Viele Ehrenämter wurden Carl Otto Wienholz in seinem arbeitsreichen Leben übertragen. So trat er 1884 in die Wolgaster Schützengilde ein, deren Führer und Altermann er ab dem Jahr 1900 war und der er zuletzt als Ehrenaltermann angehörte. 22 Jahre lang war Wienholz Mitglied des Aufsichtsrates der Wolgaster Vorschuß- und Spar-Bank. 45 Jahre lang gehörte er der hiesigen Freiwilligen Feuerwehr an, zeitweise als 2., dann als 1. stellvertretender Brandmeister und ab 1927 als Ehrenmitglied.

Zudem engagierte sich der Obermeister, der mit seiner Frau Wilhelmine, geb. Müller, im Haus Schusterstraße 29 wohnte, 50 Jahre lang im Wolgaster Gesangverein „Liedertafel“ und war langjähriger Mitstreiter des Kriegervereins und der städtischen Wohnungskommission. Er wirkte in vorderster Reihe in der Handwerkskammer und führte 30 Jahre lang die Wolgaster Schneider-Innung, deren Mitglied er seit 1885 und deren Ehren-Obermeister er schließlich war. Auch im Gemeindekirchenrat brachte sich Carl Otto Wienholz über Jahrzehnte hinweg ein – besonders als es nach dem verheerenden Brand der St. Petri-Kirche im Jahr 1920 galt, das Gotteshaus mühsam wieder aufzubauen. Schließlich war der umtriebige Wolgaster seit 1905 auch in der Stadtverwaltung und im Wolgaster Magistrat tätig, wo er das Amt des Vizevorsitzenden des Bürgerschaftlichen Kollegiums bekleidete.

Anlässlich des Gauturnfestes in Wolgast im August 1903 erschien diese Postkarte. Quelle: Archiv Tom Schröter

Mit großem Eifer betätigte sich Carl Otto Wienholz auch im 1861 gegründeten Wolgaster Männer-Turnverein, dem er seit 1881 angehörte. Und auch hier bewies er große Ausdauer. Ohne Unterbrechung war er von 1884 bis 1926 Vorsitzender des Traditionsvereins. Einen besonderen Höhepunkt während seiner langen Ära an der Vereinsspitze bildete die Ausrichtung des 19. Gauturnfestes des Vorpommerschen Turngaues vom 8. bis 10. August 1903 in Wolgast, für dessen Organisation der Wolgaster Männer-Turnverein eigens einen Festausschuss bildete. Die Häuser und Straßen der Stadt waren festlich geschmückt, als nacheinander die über 300 Aktiven der Turnvereine aus Stralsund, Greifswald, Pasewalk, Grimmen, Anklam, Gützkow, Loitz, Bergen, Friedland, Lassan, Ueckermünde, Demmin, Swinemünde, Strasburg und Torgelow in der Stadt am Peenestrom eintrafen.

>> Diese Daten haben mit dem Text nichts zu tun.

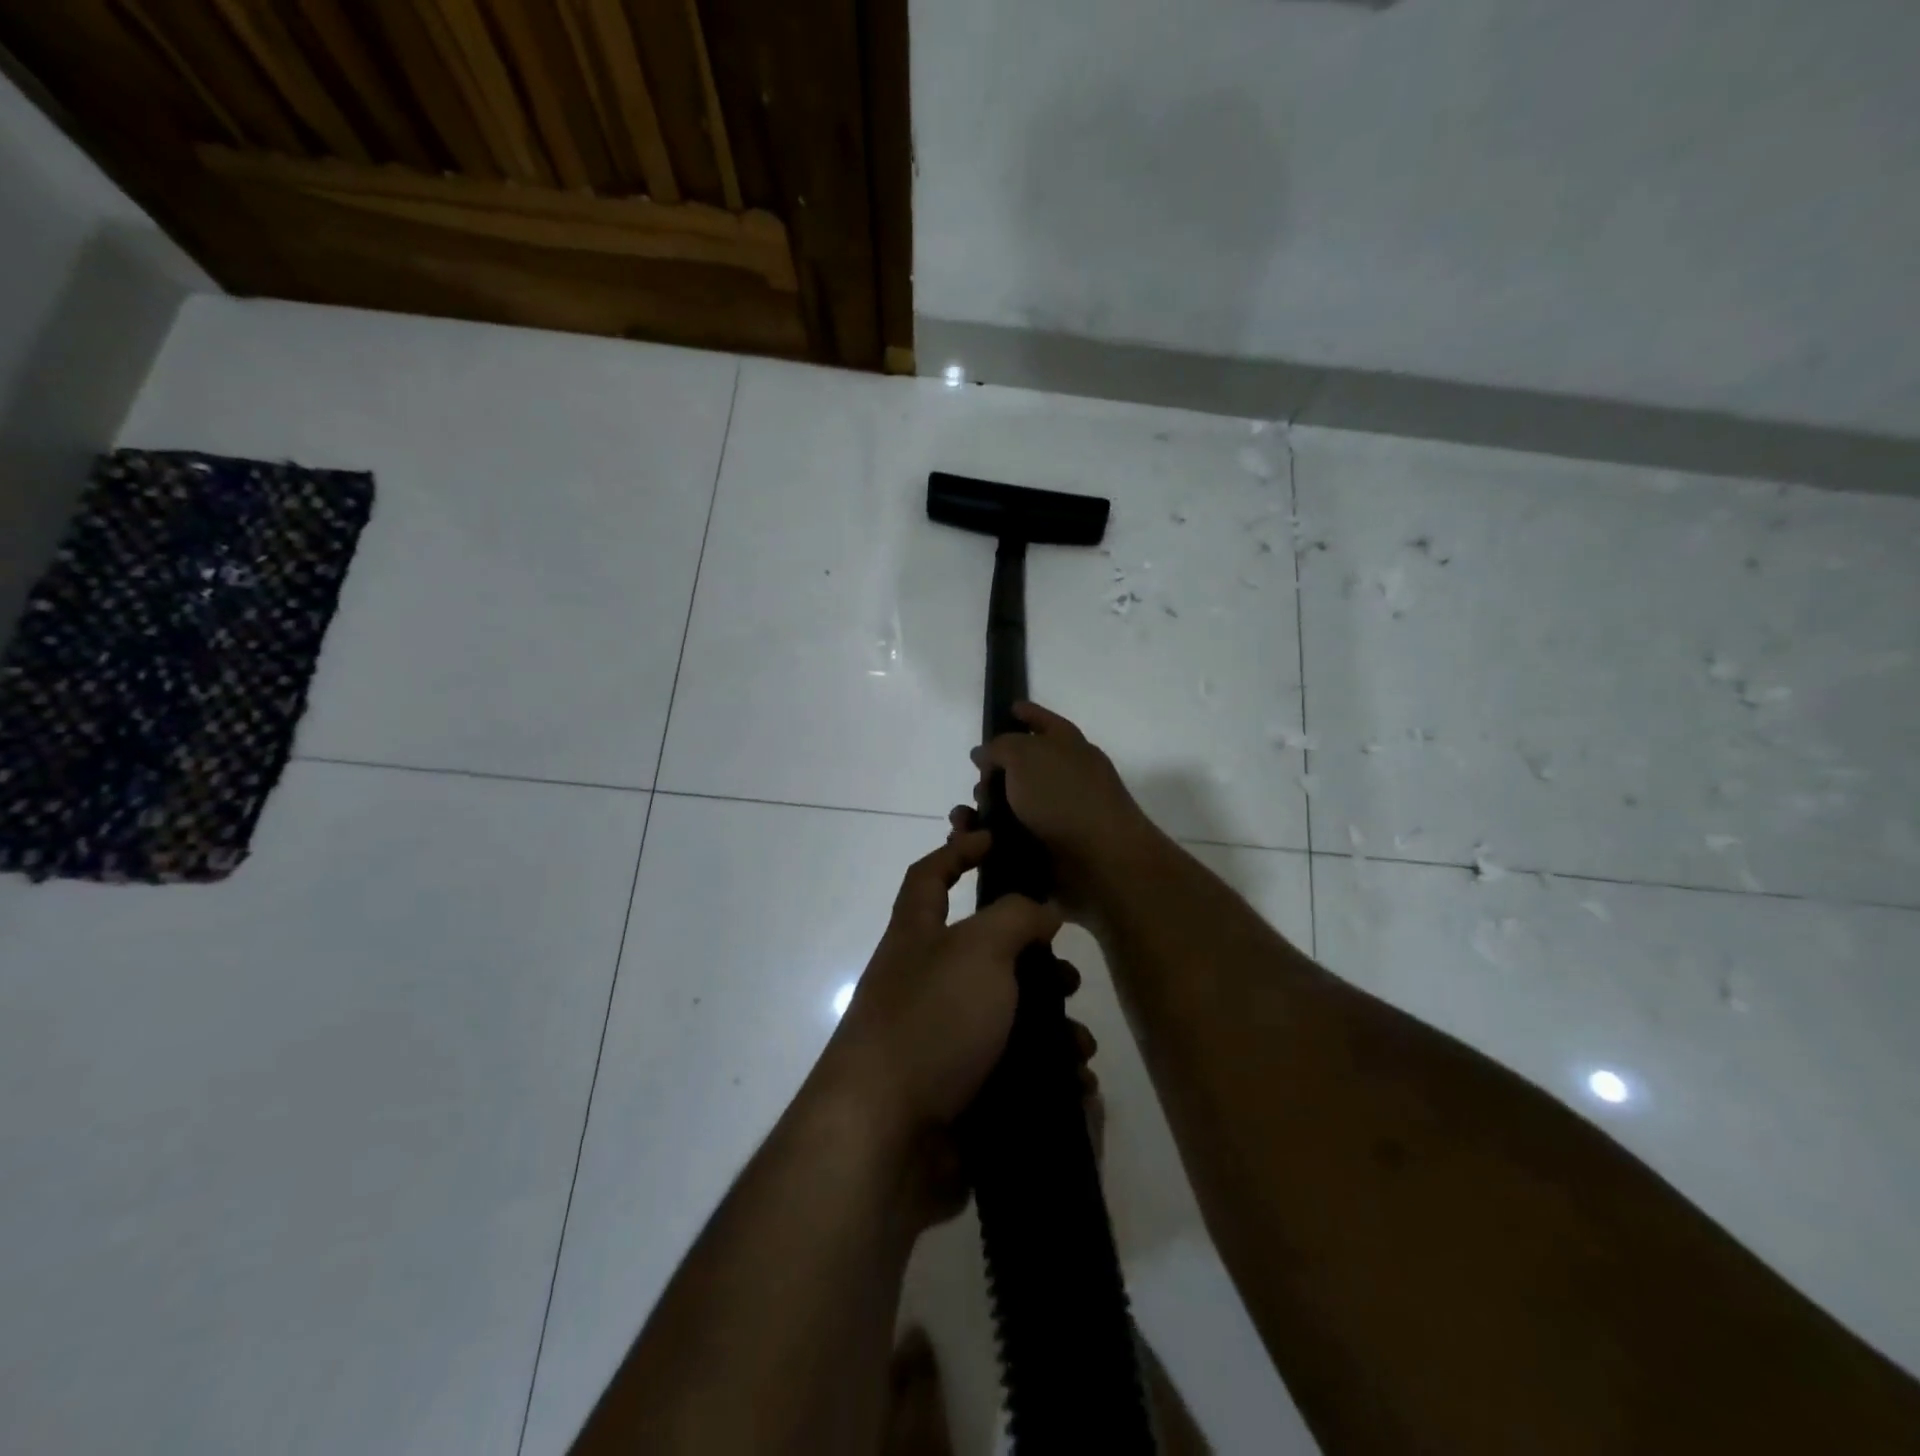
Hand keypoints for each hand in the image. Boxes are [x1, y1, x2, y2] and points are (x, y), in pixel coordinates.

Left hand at [810, 830, 1093, 1226]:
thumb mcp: (978, 950)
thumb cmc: (930, 1021)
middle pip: (983, 953)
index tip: (995, 839)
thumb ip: (1015, 918)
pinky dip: (1047, 1076)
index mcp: (917, 937)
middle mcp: (924, 983)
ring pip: (1007, 1018)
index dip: (958, 850)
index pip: (929, 876)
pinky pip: (1013, 1074)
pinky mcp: (959, 1093)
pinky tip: (1075, 1087)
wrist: (885, 1138)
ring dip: (1050, 1026)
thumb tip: (1041, 908)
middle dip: (1032, 959)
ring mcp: (940, 1041)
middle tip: (1067, 974)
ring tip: (1079, 1044)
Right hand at [964, 701, 1157, 914]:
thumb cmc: (1064, 797)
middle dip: (992, 773)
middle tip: (978, 782)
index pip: (1045, 722)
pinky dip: (986, 839)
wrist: (1099, 862)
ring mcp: (1058, 816)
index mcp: (1068, 747)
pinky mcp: (1047, 851)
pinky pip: (1007, 840)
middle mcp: (1065, 779)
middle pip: (1022, 768)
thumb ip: (1001, 747)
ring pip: (1010, 806)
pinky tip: (968, 841)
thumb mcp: (1026, 756)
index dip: (1027, 713)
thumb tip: (985, 754)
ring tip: (963, 820)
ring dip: (983, 810)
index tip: (1009, 708)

Die Stadt mit Bürgermeister Dr. Hans Reimers an der Spitze bereitete den Sportlern einen freundlichen Empfang. Am Abend des 8. August war es Carl Otto Wienholz, der im Vereinslokal, dem „Concerthaus“ an der Chausseestraße, mit einem Hoch auf seine Majestät, den Kaiser, das Turnfest eröffnete. Ein Umzug der Vereine am Folgetag – der Wolgaster Turnverein war mit 128 Mitgliedern vertreten – durch die mit Fahnen, Girlanden und Kränzen dekorierte Stadt mündete in einen Aufmarsch zum großen Schauturnen auf dem Festplatz an der Greifswalder Chaussee, bei dem Gauturnwart Hugo Rühl aus Anklam die Kommandos gab. Unter anderem wurden vor begeistertem Publikum und mit Ehrengästen besetzter Tribüne so genannte Stabübungen vorgeführt, bis einsetzender Regen Turner und Zuschauer zwischenzeitlich zwang, das schützende Dach zu suchen. Im Anschluss erhielten die Sieger des Wettturnens von angetretenen Ehrendamen ihre Preise.

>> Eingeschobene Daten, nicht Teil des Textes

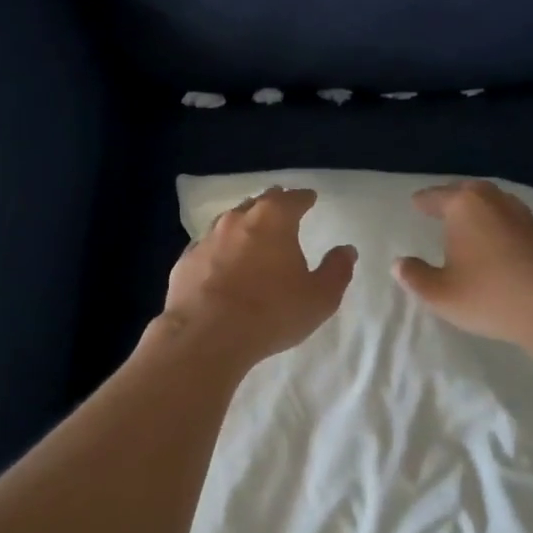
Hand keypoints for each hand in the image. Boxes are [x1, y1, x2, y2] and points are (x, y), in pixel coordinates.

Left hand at [157, 187, 356, 366]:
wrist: (206, 335)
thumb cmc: (271, 312)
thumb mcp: (319, 298)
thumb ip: (336, 271)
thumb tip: (346, 250)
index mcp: (274, 219)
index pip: (293, 198)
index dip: (304, 198)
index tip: (309, 198)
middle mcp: (238, 219)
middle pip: (258, 202)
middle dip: (272, 203)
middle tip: (281, 208)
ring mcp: (207, 238)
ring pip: (229, 221)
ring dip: (243, 224)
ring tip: (252, 233)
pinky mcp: (186, 261)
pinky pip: (208, 247)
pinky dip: (219, 249)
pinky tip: (221, 262)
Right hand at [394, 180, 532, 357]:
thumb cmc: (492, 296)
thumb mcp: (441, 294)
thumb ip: (415, 277)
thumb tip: (399, 263)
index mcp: (465, 205)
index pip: (436, 196)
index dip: (423, 201)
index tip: (415, 203)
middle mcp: (495, 201)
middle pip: (469, 192)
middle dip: (453, 198)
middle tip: (441, 208)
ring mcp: (526, 215)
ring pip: (496, 205)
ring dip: (481, 212)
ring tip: (470, 226)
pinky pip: (515, 223)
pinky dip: (502, 228)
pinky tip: (501, 246)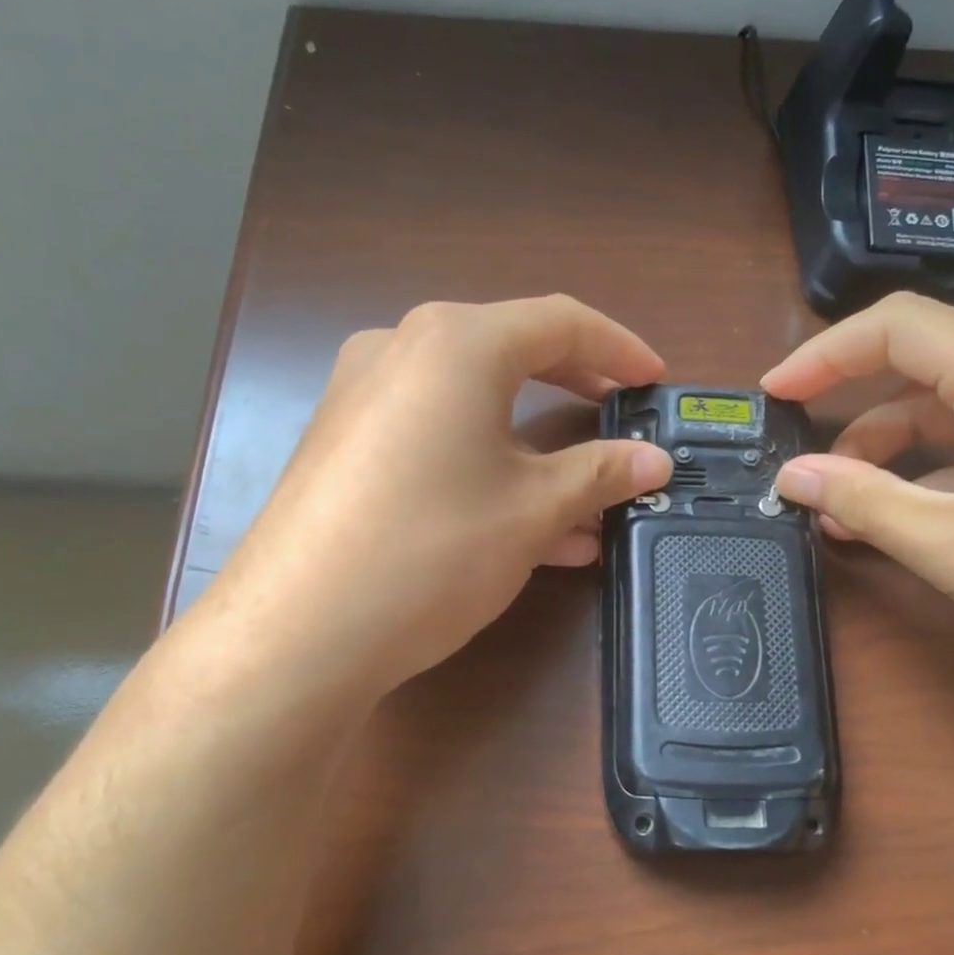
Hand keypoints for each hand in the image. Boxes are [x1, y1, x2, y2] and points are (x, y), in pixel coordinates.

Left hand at [206, 296, 671, 696]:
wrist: (298, 632)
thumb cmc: (432, 550)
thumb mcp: (532, 511)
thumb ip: (600, 474)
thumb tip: (654, 461)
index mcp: (456, 343)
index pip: (559, 322)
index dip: (619, 349)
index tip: (655, 382)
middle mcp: (402, 349)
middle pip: (512, 354)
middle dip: (575, 392)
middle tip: (620, 421)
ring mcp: (363, 396)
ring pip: (473, 405)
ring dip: (535, 447)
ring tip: (586, 502)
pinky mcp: (344, 444)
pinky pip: (435, 436)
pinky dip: (487, 465)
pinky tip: (524, 524)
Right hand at [762, 293, 953, 706]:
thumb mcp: (953, 543)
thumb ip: (861, 500)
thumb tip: (790, 476)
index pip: (894, 327)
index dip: (822, 355)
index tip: (774, 393)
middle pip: (922, 361)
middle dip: (852, 408)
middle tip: (804, 457)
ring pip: (952, 403)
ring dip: (891, 448)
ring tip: (845, 507)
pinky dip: (936, 465)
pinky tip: (905, 514)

Auch die alljährlichen Jubiläumsfeiern des Turnvereins waren stets Höhepunkte im Leben der Sportler. Das 59. Stiftungsfest am 5. September 1920 zum Beispiel begann mit einem Ausmarsch zum Tannenkamp, wo volkstümliches Turnen und turnerische Spiele einander abwechselten. Die Vereinsmitglieder zeigten unter anderem Langstabübungen, Sechskämpfe, Faustball, fünf Mal 100 Meter Staffettenlauf und Stangenklettern sowie Freihoch- und Stabhochspringen, wobei jemand die Höhe von 2,80 Meter überwand.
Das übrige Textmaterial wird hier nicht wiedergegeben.